Taking the Eady option

As Ken Clarke settles into his new job as Justice Secretary, one of his tasks will be to address libel law, which all the main political parties agree needs reforming. He could take as his thought for the day a comment by Sir David Eady, the judge whom Paul Dacre, editor of the Daily Mail, once attacked as a menace to free speech.

This week, Justice Eady made a very unusual ruling in favour of a left-wing blogger, Dave Osler, who was being sued for libel by Johanna Kaschke, a Tory activist from Tower Hamlets.

Kaschke, who suffered wrongful arrest in Germany during the hysteria created by the Baader-Meinhof gang, claimed that Osler had implied she condoned terrorism. Not satisfied at being given right of reply, she wanted trial by jury. The case could have cost hundreds of thousands of pounds had the excellent Robert Dougans not stepped in to represent Osler free of charge, and persuaded Judge Eady to strike it off because the blog did not say what Kaschke had read into it.

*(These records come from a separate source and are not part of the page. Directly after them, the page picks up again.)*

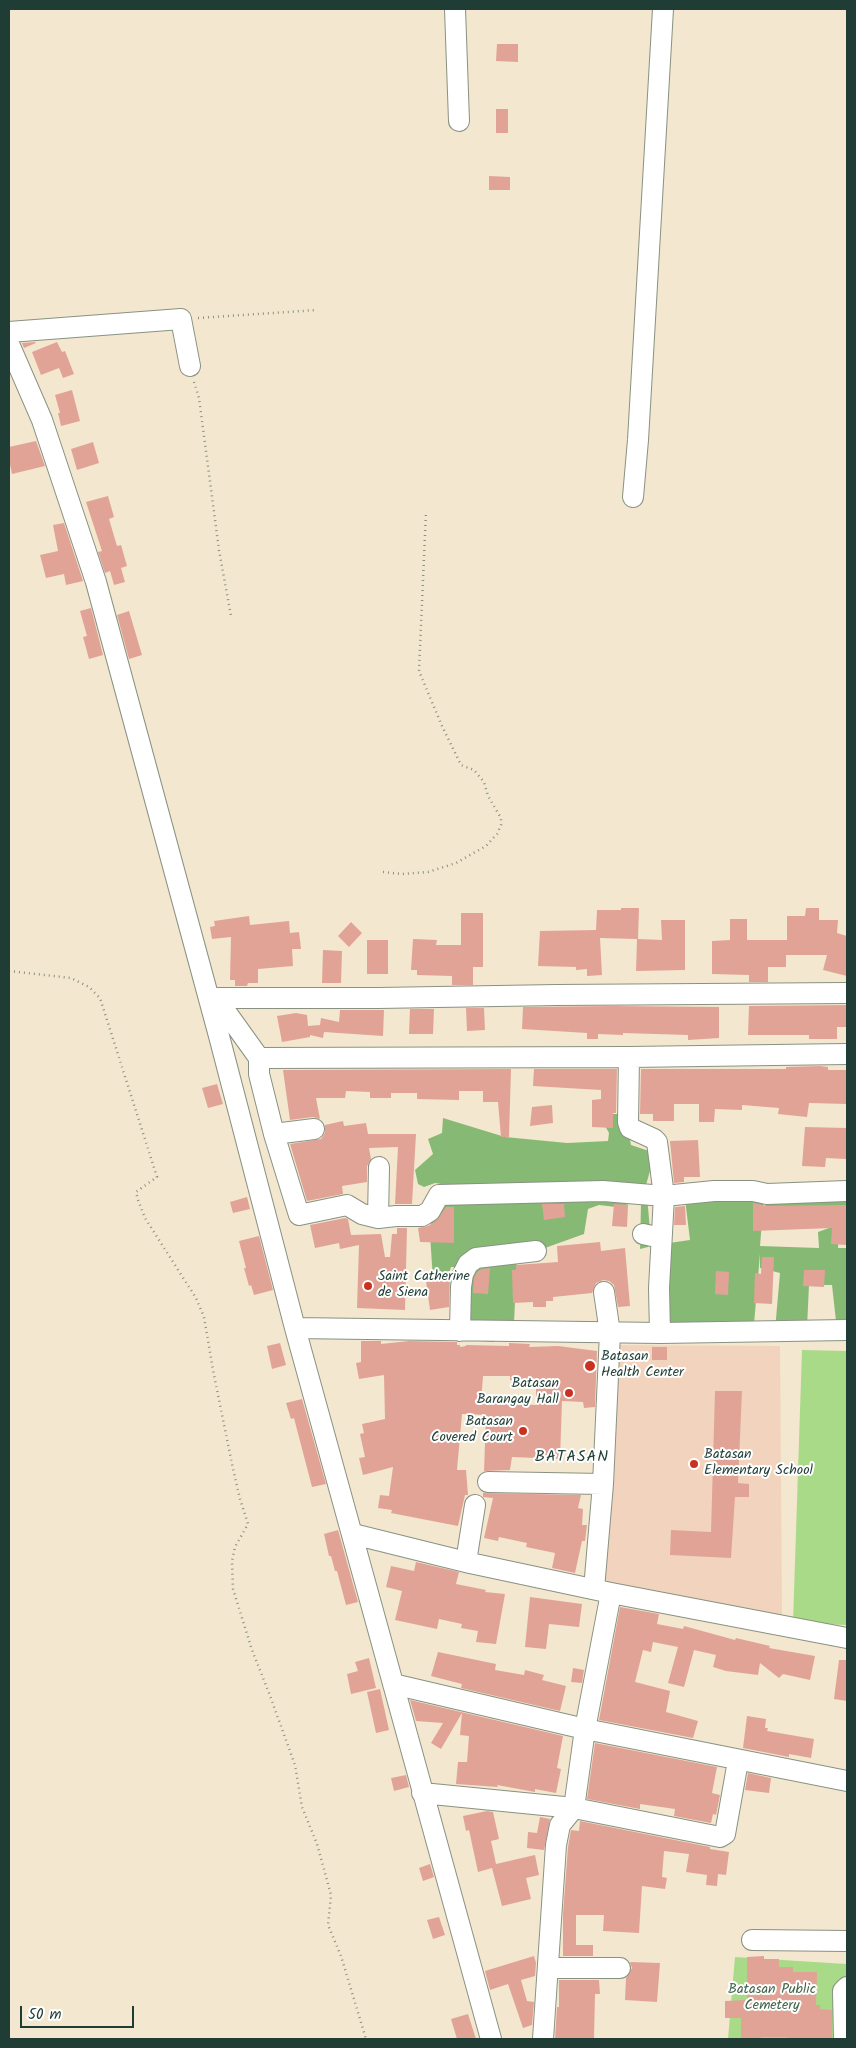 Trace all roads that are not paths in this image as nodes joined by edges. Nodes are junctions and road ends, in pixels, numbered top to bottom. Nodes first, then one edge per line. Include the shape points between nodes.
1 (455, 9) edge
2 (663, 9) edge
3 (459, 121) dead end
4 (9, 332) edge
5 (9, 344) edge
6 (190, 366) road end
7 (633, 497) dead end
8 (847, 993) edge
9 (213, 998) junction
10 (847, 1054) edge
11 (259, 1058) junction
12 (628, 1058) junction
13 (314, 1129) dead end
14 (274, 1134) junction
15 (378, 1167) dead end
16 (847, 1191) edge
17 (664, 1196) junction
18 (378, 1218) junction
19 (536, 1251) dead end
20 (604, 1292) dead end
21 (295, 1328) junction
22 (847, 1330) edge
23 (460, 1331) junction
24 (610, 1333) junction
25 (660, 1334) junction
26 (488, 1482) dead end
27 (603, 1484) junction
28 (475, 1505) dead end
29 (353, 1534) junction
30 (466, 1562) junction
31 (603, 1591) junction
32 (847, 1638) edge
33 (393, 1684) junction
34 (585, 1729) junction
35 (738, 1760) junction
36 (847, 1781) edge
37 (422, 1793) junction
38 (574, 1808) junction
39 (752, 1940) dead end
40 (847, 1941) edge
41 (548, 1968) junction
42 (620, 1968) dead end
43 (847, 1987) edge
44 (490, 2039) edge
45 (543, 2039) edge
46 (844, 2039) edge

1 - 3 street
2 - 7 street
4 - 6 street via 181,319
5 - 9 street via 42,420 96,582
8 - 9 street
9 - 11 street
9 - 21 street
10 - 12 street
11 - 12 street
11 - 14 street via 259,1074
12 - 17 street via 628,1122 630,1128 657,1142
13 - 14 street
14 - 18 street via 299,1215 347,1205
15 - 18 street
16 - 17 street via 767,1194 714,1191
17 - 18 street via 603,1191 439,1195 430,1211 422,1216
17 - 25 street via 652,1236
19 - 23 street via 476,1258 468,1264 461,1287
20 - 24 street
21 - 23 street
21 - 29 street
22 - 25 street
23 - 24 street
24 - 25 street
24 - 27 street
26 - 27 street
27 - 31 street
28 - 30 street
29 - 30 street
29 - 33 street
30 - 31 street
31 - 32 street
31 - 34 street
33 - 34 street
33 - 37 street
34 - 35 street
34 - 38 street
35 - 36 street
35 - 38 street via 725,1834 720,1837
37 - 38 street
37 - 44 street
38 - 41 street via 560,1825 556,1845
39 - 40 street
41 - 42 street
41 - 45 street
43 - 46 street via 843,1990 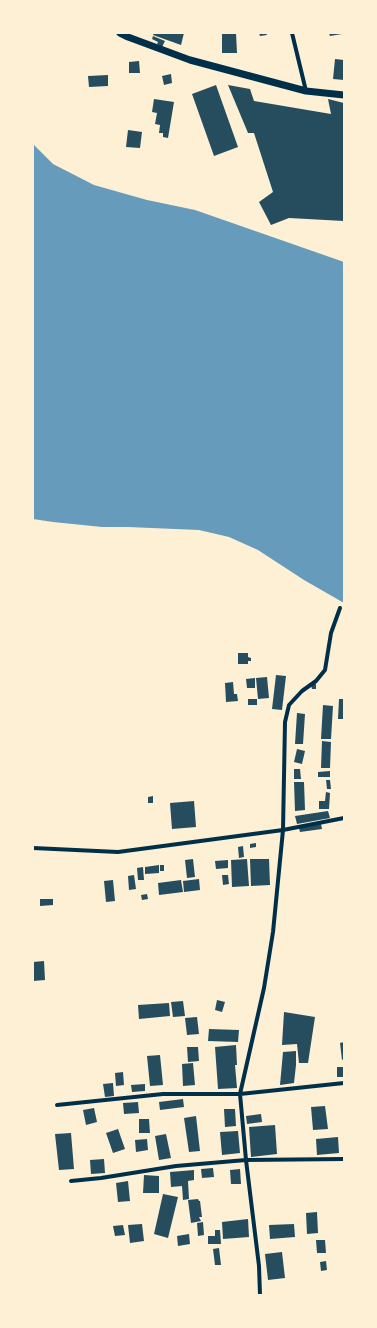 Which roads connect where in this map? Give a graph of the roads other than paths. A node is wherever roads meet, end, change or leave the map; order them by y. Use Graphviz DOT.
graph roads {
  1 [pos="120,33"];
  2 [pos="292,33"];
  3 [pos="129,35"];
  4 [pos="306,91"];
  5 [pos="344,95"];
  6 [pos="340,608"];
  7 [pos="344,818"];
  8 [pos="284,830"];
  9 [pos="33,848"];
  10 [pos="344,1083"];
  11 [pos="240,1094"];
  12 [pos="57,1106"];
  13 [pos="344,1159"];
  14 [pos="246,1160"];
  15 [pos="71,1180"];
  16 [pos="260,1295"];
  1 -- 3 [label="street"];
  2 -- 4 [label="street"];
  3 -- 4 [label="street"];
  4 -- 5 [label="street"];
  6 -- 8 [label="street"];
  7 -- 8 [label="street"];
  8 -- 9 [label="street"];
  8 -- 11 [label="street"];
  10 -- 11 [label="street"];
  11 -- 12 [label="street"];
  11 -- 14 [label="street"];
  13 -- 14 [label="street"];
  14 -- 15 [label="street"];
  14 -- 16 [label="street"];
}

Justice Eady, no great friend of journalists, was moved in this case to point out that "being sued at all is a serious interference with freedom of expression". Why then did it take two years and the intervention of a renowned advocate to establish that it was an expensive fuss about nothing?

Julie finds a reason for Ukip

Speaking of people who have made strange political journeys, the writer Julie Burchill, born-again ex-communist and ex-Trotskyist, offered this gem in her latest column for the Jewish Chronicle: "I voted for Ukip because I STILL haven't forgiven the Germans for what they did to your lot."